Our study results could be challenged by multiple previous studies showing adverse cardiovascular effects of exogenous testosterone supplemental prescription. “TOM” trial which enrolled older men with limited mobility to testosterone gel or placebo terminated early due to higher adverse cardiovascular events in testosterone group [36]. Another retrospective cohort study on men with low testosterone showed that testosterone therapy was associated with increased risk of myocardial infarction, stroke and all-cause mortality [37]. Also, there was increased risk of non-fatal myocardial infarction in the 90 days following the initial prescription of testosterone [38]. So, in interpreting the results of present study, deleterious effect of testosterone and androgens on cardiovascular and coagulation system should be considered.
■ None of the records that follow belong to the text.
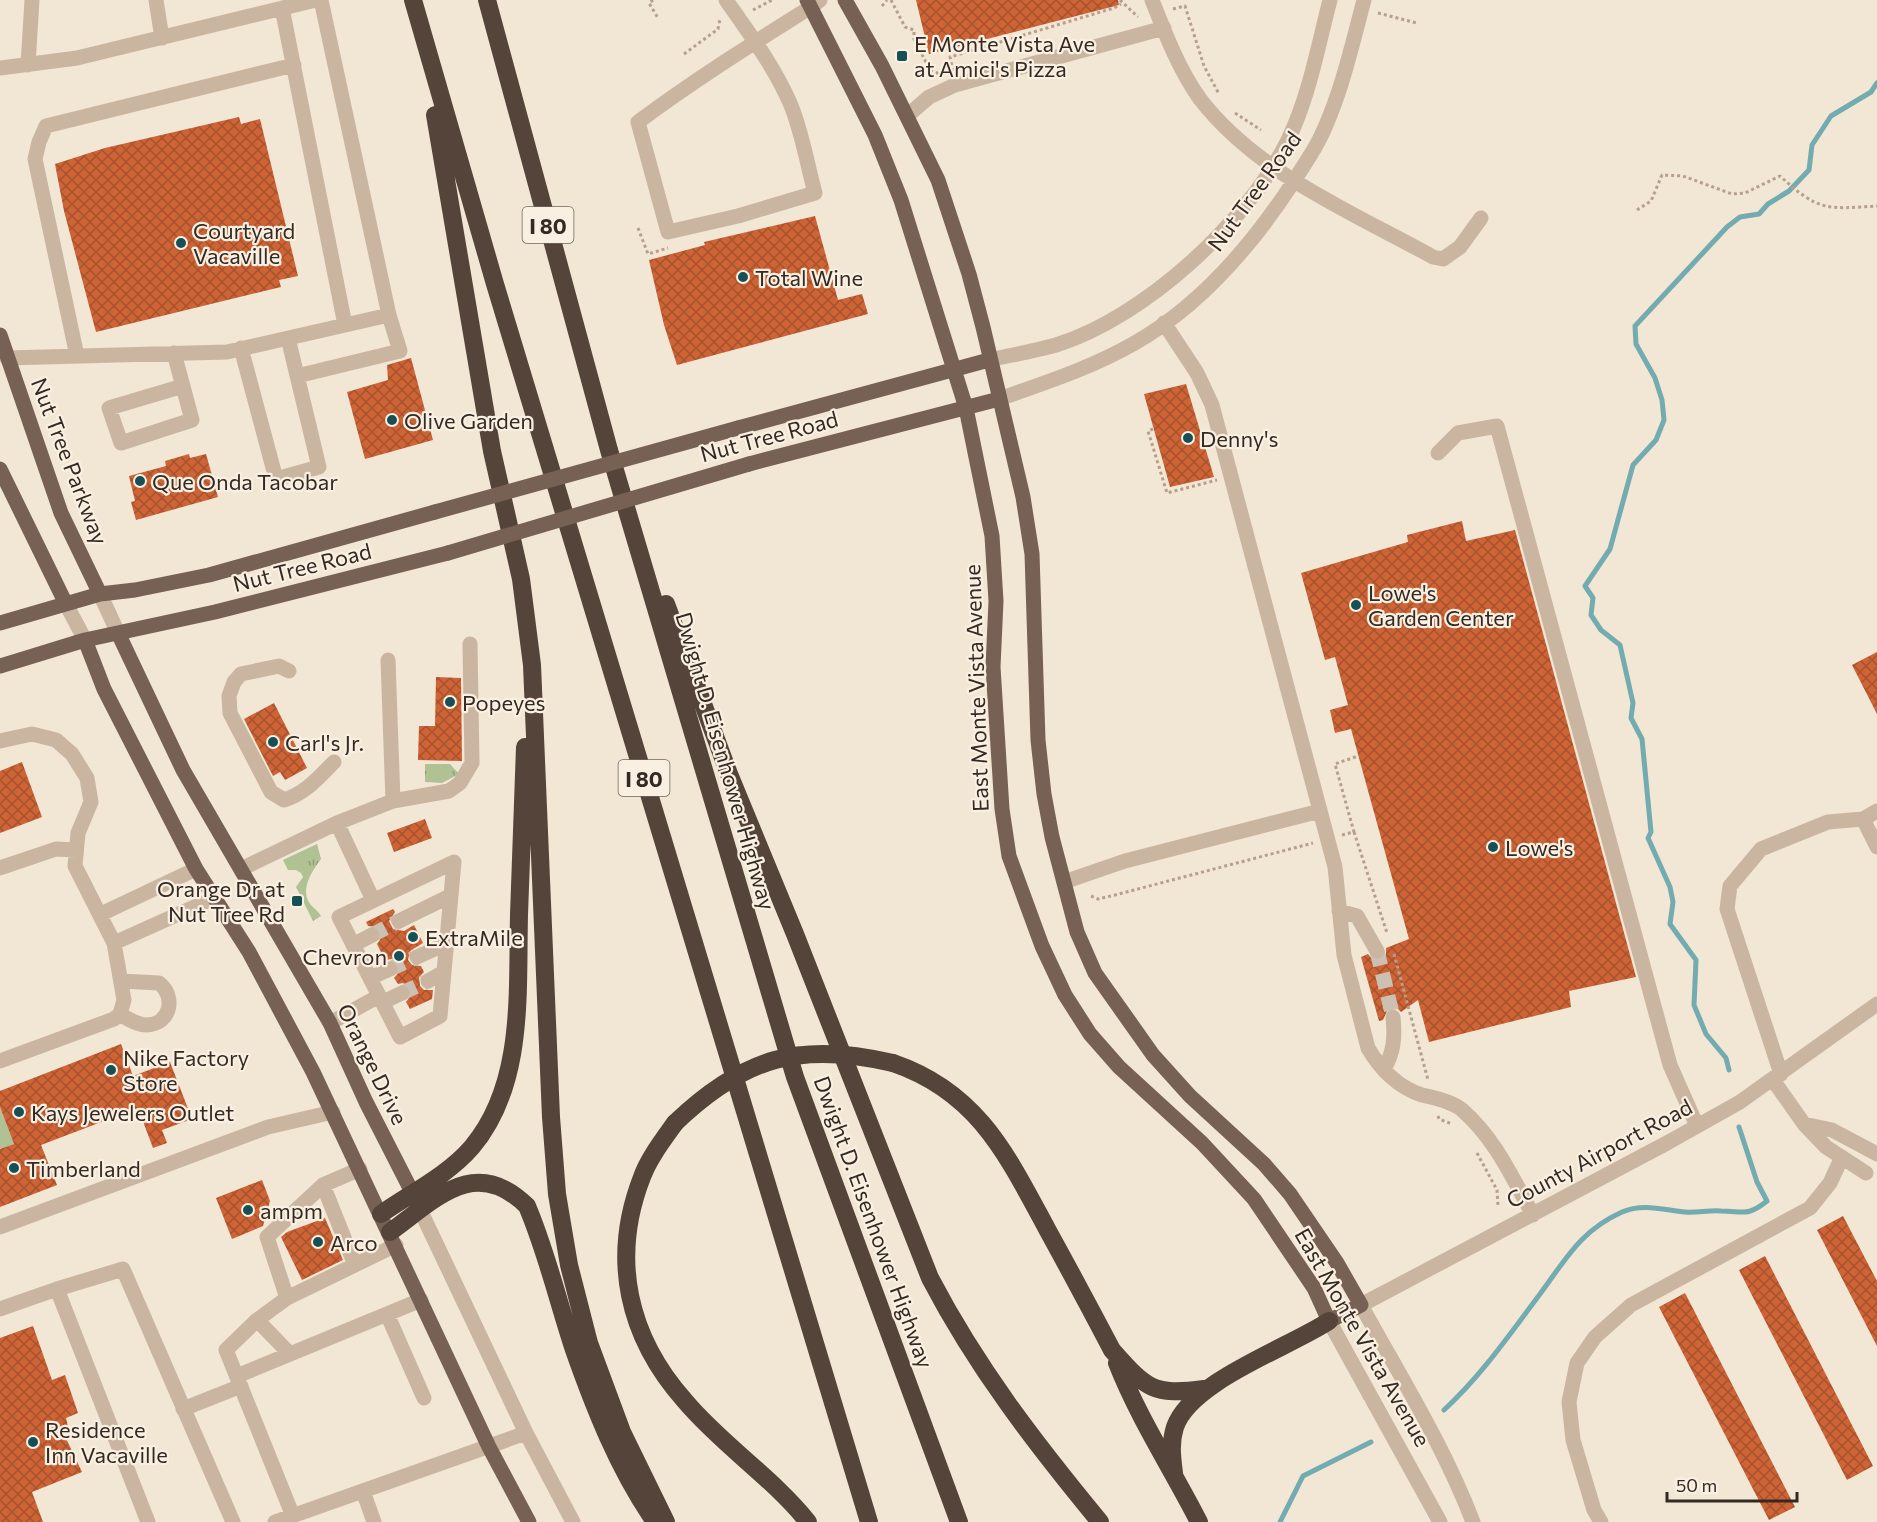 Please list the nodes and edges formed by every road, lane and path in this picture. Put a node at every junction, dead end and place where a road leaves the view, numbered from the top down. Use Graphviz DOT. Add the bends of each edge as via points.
graph roads {
  1 [pos="32,0"];
  2 [pos="156,0"];
  3 [pos="316,0"];
  4 [pos="321,0"];
  5 [pos="413,0"];
  6 [pos="487,0"];
  7 [pos="653,0"];
  8 [pos="726,0"];
  9 [pos="772,0"];
  10 [pos="845,0"];
  11 [pos="889,0"];
  12 [pos="1152,0"];
  13 [pos="1184,0"];
  14 [pos="1330,0"];
  15 [pos="813,2"];
  16 [pos="1121,4"];
  17 [pos="1363,5"];
  18 [pos="882,6"];
  19 [pos="1185,6"];
  20 [pos="282,8"];
  21 [pos="749,12"];
  22 [pos="721,15"];
  23 [pos="658,18"];
  24 [pos="1417,23"];
  25 [pos="1164,28"];
  26 [pos="422,34"];
  27 [pos="162,38"];
  28 [pos="755,42"];
  29 [pos="684,54"];
  30 [pos="28,65"];
  31 [pos="294,65"];
  32 [pos="0,68"];
  33 [pos="944,76"];
  34 [pos="937,78"];
  35 [pos="907,116"];
  36 [pos="1272,167"];
  37 [pos="1294,180"];
  38 [pos="1877,206"];
  39 [pos="1637,210"];
  40 [pos="1481,218"];
  41 [pos="389,315"];
  42 [pos="1164,323"];
  43 [pos="345,325"];
  44 [pos="0,335"];
  45 [pos="288,338"];
  46 [pos="241,348"];
  47 [pos="174,353"];
  48 [pos="77,356"];
  49 [pos="7,358"];
  50 [pos="990,360"];
  51 [pos="955,368"];
  52 [pos="297,376"];
  53 [pos="183,386"];
  54 [pos="999,399"];
  55 [pos="966,408"];
  56 [pos="1153,429"];
  57 [pos="609,450"];
  58 [pos="1438,453"];
  59 [pos="0,468"];
  60 [pos="1216,471"];
  61 [pos="100,594"];
  62 [pos="66,604"];
  63 [pos="0,623"];
  64 [pos="118,633"];
  65 [pos="85,640"];
  66 [pos="470,644"];
  67 [pos="388,660"];
  68 [pos="532,665"];
  69 [pos="0,666"];
  70 [pos="289,670"];
  71 [pos="0,741"];
  72 [pos="1358,756"];
  73 [pos="334,762"];
  74 [pos="393,801"];
  75 [pos="1320,811"];
  76 [pos="1877,811"];
  77 [pos="1863,819"];
  78 [pos="337,824"];
  79 [pos="1354,832"];
  80 [pos="1328,839"];
  81 [pos="1877,847"];
  82 [pos="76,850"];
  83 [pos="0,868"];
  84 [pos="196,869"];
  85 [pos="241,869"];
  86 [pos="1064,882"];
  87 [pos="450,896"];
  88 [pos="1091,896"];
  89 [pos="212,899"];
  90 [pos="373,900"];
  91 [pos="1339,911"];
  92 [pos="102,914"];
  93 [pos="399,921"];
  94 [pos="372,936"];
  95 [pos="114,943"];
  96 [pos="446,944"];
  97 [pos="353,945"];
  98 [pos="1377,951"];
  99 [pos="417,957"];
  100 [pos="390,969"];
  101 [pos="444,972"];
  102 [pos="370,978"];
  103 [pos="121,981"];
  104 [pos="428,981"];
  105 [pos="402,993"];
  106 [pos="381,999"];
  107 [pos="1877,1004"];
  108 [pos="120,1014"];
  109 [pos="1394,1017"];
  110 [pos="330,1023"];
  111 [pos="0,1061"];
  112 [pos="1384,1070"];
  113 [pos="1777,1077"];
  114 [pos="1433,1097"];
  115 [pos="333,1112"];
  116 [pos="1804,1124"];
  117 [pos="1454,1126"];
  118 [pos="1697,1126"];
  119 [pos="1473,1146"];
  120 [pos="1877,1154"];
  121 [pos="1842,1157"];
  122 [pos="360,1170"];
  123 [pos="1866,1173"];
  124 [pos="323,1185"];
  125 [pos="412,1192"];
  126 [pos="1498,1206"];
  127 [pos="421,1210"];
  128 [pos="381,1214"];
  129 [pos="1533,1215"];
  130 [pos="0,1227"];
  131 [pos="393,1239"];
  132 [pos="355,1265"];
  133 [pos="57,1289"];
  134 [pos="287,1298"];
  135 [pos="421,1300"];
  136 [pos="1361,1305"];
  137 [pos="0,1309"];
  138 [pos="387,1314"];
  139 [pos="257,1320"];
  140 [pos="1329,1321"];
  141 [pos="1112,1350"];
  142 [pos="290,1354"];
  143 [pos="239,1381"];
  144 [pos="1204,1389"];
  145 [pos="424,1398"];
  146 [pos="183,1408"];
  147 [pos="526,1433"];
  148 [pos="489,1447"];
  149 [pos="1174,1473"];
  150 [pos="363,1491"];
  151 [pos="293,1516"];
  152 [pos="148,1522"];
  153 [pos="233,1522"];
  154 [pos="275,1522"];
  155 [pos="374,1522"];
  156 [pos="529,1522"];
  157 [pos="573,1522"];
  158 [pos="656,1522"];
  159 [pos="666,1522"];
  160 [pos="808,1522"];
  161 [pos="869,1522"];
  162 [pos="959,1522"];
  163 [pos="1100,1522"];
  164 [pos="1199,1522"];
  165 [pos="1440,1522"];
  166 [pos="1473,1522"];
  167 [pos="1601,1522"];
  1 -- 30 [label="street"];
  2 -- 27 [label="street"];
  3 -- 20 [label="street"];
  4 -- 41 [label="street"];
  5 -- 26 [label="highway, I 80"];
  6 -- 57 [label="highway, Dwight D. Eisenhower Highway / I 80"];
  7 -- 23 [label="path" via="649,3"];
  8 -- 28 [label="street"];
  9 -- 21 [label="path"];
  10 -- 35 [label="main road, East Monte Vista Avenue"];
  11 -- 18 [label="path"];
  11 -- 33 [label="path" via="905,27 914,30 914,39 930,70"];
  12 -- 25 [label="street"];
  13 -- 19 [label="path"];
  14 -- 36 [label="street, Nut Tree Road" via="1302,103 1289,139"];
  15 -- 28 [label="street"];
  15 -- 51 [label="main road, East Monte Vista Avenue" via="901,200"];
  16 -- 33 [label="path" via="950,57 954,72"];
  17 -- 24 [label="path"];
  17 -- 37 [label="street, Nut Tree Road" via="1340,91 1321,136"];
  20 -- 27 [label="street"];
  20 -- 31 [label="street"];
  22 -- 29 [label="path" via="718,29"];
  25 -- 35 [label="street" via="955,85 929,97"];
  25 -- 36 [label="street" via="1198,96 1218,120"];
  26 -- 68 [label="highway" via="492,451 521,579"];
  26 -- 161 [label="highway, I 80"];
  27 -- 30 [label="street"];
  28 -- 28 [label="street" via="790,104 815,193 668,232 638,122 698,77"];
  30 -- 32 [label="street"];
  31 -- 43 [label="street"];
  31 -- 48 [label="street" via="46,126 35,159"];
  33 -- 34 [label="path"];
  35 -- 50 [label="main road, East Monte Vista Avenue" via="938,180 969,274"];
  36 -- 37 [label="street"];
  36 -- 50 [label="street, Nut Tree Road" via="1232,220 1199,255 1141,300 1056,345"];
  37 -- 40 [label="street" via="1433,257 1443,259 1460,247"];
  37 -- 42 [label="street, Nut Tree Road" via="1224,272"];
  38 -- 39 [label="path" via="1828,209 1805,197 1780,176 1745,193 1732,194 1683,176 1662,175 1651,201"];
  41 -- 43 [label="street"];
  41 -- 52 [label="street" via="400,351"];
  42 -- 54 [label="street, Nut Tree Road" via="1091,366"];
  42 -- 75 [label="street" via="1197,373 1212,405"];
  43 -- 45 [label="street"];
  44 -- 49 [label="main road, Nut Tree Parkway"];
  45 -- 46 [label="street"];
  45 -- 52 [label="street"];
  46 -- 47 [label="street"];
  46 -- 52 [label="street" via="276,479 319,467"];
  47 -- 48 [label="street"];
  47 -- 53 [label="street"];
  48 -- 49 [label="street"];
  49 -- 61 [label="main road, Nut Tree Parkway" via="60,513"];
  50 -- 51 [label="main road, Nut Tree Road"];
  50 -- 54 [label="main road, East Monte Vista Avenue"];
  51 -- 55 [label="main road, East Monte Vista Avenue"];
  51 -- 61 [label="main road, Nut Tree Road, bridge" via="209,575"];
  53 -- 53 [label="street" via="192,420 121,443 109,408"];
  54 -- 55 [label="main road, Nut Tree Road"];
  54 -- 86 [label="main road, East Monte Vista Avenue" via="1023,497 1032,554 1038,740 1044,794"];
  55 -- 64 [label="main road, Nut Tree Road, bridge" via="749,464 448,553"];
  55 -- 140 [label="main road, East Monte Vista Avenue" via="992,536 996,602 993,667 1002,809 1009,856 1042,946 1065,995 1090,1034 1254,1199 1314,1288"];
  56 -- 60 [label="path" via="1148,430 1167,493 1218,480"];
  57 -- 162 [label="highway, Dwight D. Eisenhower Highway / I 80" via="795,1077"];
  57 -- 163 [label="highway" via="729,774 930,1278 993,1386"];
  58 -- 118 [label="street" via="1458,433 1497,426 1667,1055"];
  59 -- 62 [label="main road"];
  61 -- 62 [label="main road, Nut Tree Road"];
  61 -- 64 [label="street, Nut Tree Parkway"];
  62 -- 63 [label="main road, Nut Tree Road"];
  62 -- 65 [label="street"];
  64 -- 65 [label="main road, Nut Tree Road"];
  64 -- 85 [label="main road, Orange Drive" via="183,770"];
  65 -- 69 [label="main road, Nut Tree Road"];
  65 -- 84 [label="main road" via="104,689"];
  66 -- 74 [label="street" via="472,763 460,783 449,791"];
  67 -- 74 [label="street"];
  68 -- 125 [label="highway" via="526,695 516,1007 510,1061 498,1102 472,1147 453,1166"];
  68 -- 159 [label="highway" via="550,1105 559,1206 589,1343 622,1432"];
  70 -- 73 [label="street" via="279,666 241,674 229,696 230,713 271,792 284,800 302,792"];
  71 -- 82 [label="street" via="32,734 56,740 72,754 87,778 91,802 78,833"];
  72 -- 79 [label="path" via="1335,764"];
  74 -- 78 [label="street"];
  75 -- 80 [label="street"];
  75 -- 86 [label="street" via="1125,861"];
  76 -- 77 [label="street"];
  77 -- 81 [label="street"];
  77 -- 113 [label="street" via="1828,822 1761,849 1730,886 1728,909"];
  78 -- 85 [label="street"];
  78 -- 90 [label="street"];
  79 -- 80 [label="path"];
  79 -- 114 [label="path" via="1401,976"];
  80 -- 88 [label="path" via="1122,894"];
  80 -- 91 [label="street"];
  82 -- 83 [label="street" via="56,849"];
  82 -- 92 [label="street" via="75,866"];
  84 -- 89 [label="main road"];
  84 -- 92 [label="street"];
  85 -- 110 [label="main road, Orange Drive"];
  86 -- 136 [label="main road, East Monte Vista Avenue" via="1077,932 1095,973 1120,1012 1190,1096 1264,1164 1290,1194"];
  87 -- 90 [label="street" via="454,862"];
  87 -- 93 [label="street"];
  87 -- 96 [label="street"];
  89 -- 95 [label="street"];
  89 -- 115 [label="main road" via="249,952"];
  90 -- 97 [label="street" via="339,917"];
  91 -- 98 [label="street" via="1357,916"];
  91 -- 112 [label="street" via="1344,955 1368,1048"];
  92 -- 95 [label="street"];
  94 -- 97 [label="street"];
  95 -- 103 [label="street"];
  96 -- 99 [label="street"];
  96 -- 101 [label="street"];
  97 -- 102 [label="street"];
  100 -- 102 [label="street"];
  101 -- 104 [label="street"];
  101 -- 106 [label="street" via="440,1016 400,1037"];
  102 -- 106 [label="street"];
  103 -- 108 [label="street" via="124,1000"];
  103 -- 108 [label="street" via="159,983 168,992 170,1006 161,1020 149,1025"];
  105 -- 106 [label="street"];
  106 -- 110 [label="street"];
  107 -- 113 [label="street, County Airport Road"];
  108 -- 111 [label="street"];
  109 -- 112 [label="street" via="1392,1056"];
  110 -- 125 [label="main road, Orange Drive"];
  112 -- 114 [label="street" via="1399,1084"];
  113 -- 116 [label="street"];
  113 -- 118 [label="street, County Airport Road"];
  114 -- 117 [label="path" via="1439,1119"];
  114 -- 129 [label="street" via="1459,1107 1478,1125 1496,1147"];
  115 -- 122 [label="main road"];
  115 -- 130 [label="street" via="268,1127"];
  116 -- 120 [label="street" via="1832,1130"];
  116 -- 121 [label="street"];
  118 -- 129 [label="street, County Airport Road"];
  119 -- 126 [label="path" via="1497,1190"];
  121 -- 123 [label="street"];
  121 -- 167 [label="street" via="1830,1183 1810,1208 1631,1305 1595,1337 1577,1363 1569,1402 1573,1440"];
  122 -- 124 [label="street"];
  122 -- 128 [label="main road"];
  124 -- 132 [label="street"];
  124 -- 134 [label="street" via="267,1238"];
  125 -- 127 [label="street, Orange Drive"];
  125 -- 128 [label="highway"];
  127 -- 131 [label="highway"];
  127 -- 147 [label="street, Orange Drive"];
  127 -- 158 [label="highway" via="447,1191 471,1182 493,1183 512,1191 527,1206 602,1423"];
  128 -- 131 [label="main road"];
  129 -- 136 [label="street, County Airport Road"];
  131 -- 132 [label="street"];
  131 -- 135 [label="main road"];
  132 -- 134 [label="street"];
  133 -- 137 [label="street"];
  133 -- 146 [label="street" via="123,1269"];
  133 -- 152 [label="street"];
  134 -- 139 [label="street"];
  135 -- 138 [label="street"];
  135 -- 148 [label="main road"];
  136 -- 140 [label="main road, County Airport Road"];
  136 -- 166 [label="street, East Monte Vista Avenue" via="1429,1427"];
  138 -- 142 [label="street"];
  138 -- 145 [label="street"];
  139 -- 142 [label="street"];
  139 -- 143 [label="street" via="226,1350"];
  140 -- 144 [label="highway"];
  140 -- 165 [label="street, East Monte Vista Avenue"];
  141 -- 144 [label="highway" via="1137,1378 1155,1390 1175,1393"];
  141 -- 149 [label="highway" via="1150,1433"];
  141 -- 160 [label="highway, bridge" via="1002,1146 964,1103 944,1087 893,1063 822,1052 760,1064 733,1076 675,1123 642,1176 626,1239 627,1278 644,1342 662,1373 686,1403"];
  142 -- 143 [label="street"];
  143 -- 146 [label="street"];
  143 -- 151 [label="street"];
  144 -- 149 [label="highway" via="1176,1426 1171,1449"];
  146 -- 153 [label="street"];
  147 -- 148 [label="street"];
  147 -- 157 [label="street, Orange Drive"];
  148 -- 150 [label="street"];
  148 -- 156 [label="main road"];
  149 -- 164 [label="highway"];
  150 -- 151 [label="street"];
  150 -- 155 [label="street"];
  151 -- 154 [label="street"];
}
It has been shown that testosterone therapy increases human platelet thromboxane A2 receptor density and aggregation responses [39] and androgen exposure is associated with increased human monocyte adhesion to endothelial cells, a proatherogenic phenomenon [40]. Also, dihydrotestosterone increases smooth muscle proliferation and expression of vascular cell adhesion molecule 1, which enhances monocyte activation in the endothelium and promotes atherosclerosis [41].

On the other hand, low testosterone level may be the consequence of acute myocardial infarction and advanced CAD. It is well known that acute stress is associated with transient hypogonadism and low testosterone level [42]. So, in present study, more severe in-hospital complications may be associated with greater stress and hence lower free testosterone level.

The present study also found that the serum level of free testosterone is directly related with LVEF, as higher levels of serum testosterone were associated with a better left ventricular function. The exact pathophysiological mechanism of this relationship is yet to be defined; however, a number of potential mechanisms may be responsible. Several animal studies have shown that testosterone may play a role in cardioprotection following ischemia/reperfusion phenomenon. Liu et al. demonstrated that testosterone administration can reduce the degree of apoptosis in animals with ischemia/reperfusion [43]. Another animal study showed that testosterone causes resistance to ischemia and reduces myocyte death following myocardial infarction (MI) through activating the mitochondrial ATP-dependent K+ channels (mitoKATP) [44]. Based on the findings of these and other animal studies [45, 46] high levels of testosterone in acute myocardial infarction (AMI) may be associated with resistance to reperfusion injury, apoptosis and cell death, thereby preventing the extensive formation of left ventricular myocardial necrosis and ultimately improving LVEF. The possible anti-inflammatory effects of testosterone on mechanisms involved in the development and progression of congestive heart failure may also improve LVEF in patients with high levels of testosterone as shown in animal models [47]. Nevertheless, no positive relationships were reported between testosterone levels and LVEF in a previous study in patients with CHF [48]. The present study may be the first to suggest that a direct relation exists between LVEF and serum testosterone levels.

The limitations of the present study include the small sample size, single-center study and the lack of long-term follow-up of the patients. Therefore, the results of present study need to be confirmed in larger multicenter studies and the results of the current study should be interpreted with caution regarding any cause-effect relationship between low testosterone levels and outcome of patients with STEMI undergoing reperfusion therapy and possible deleterious effects of testosterone on cardiovascular system should be considered.

Conclusion

Based on the results of the present study, higher levels of serum testosterone in men with STEMI undergoing PPCI are associated with a better response to mechanical reperfusion, fewer complications and a better left ventricular function. According to the findings of the present study, it may be prudent to measure androgen profile in men with poor response to reperfusion therapy in the setting of acute STEMI.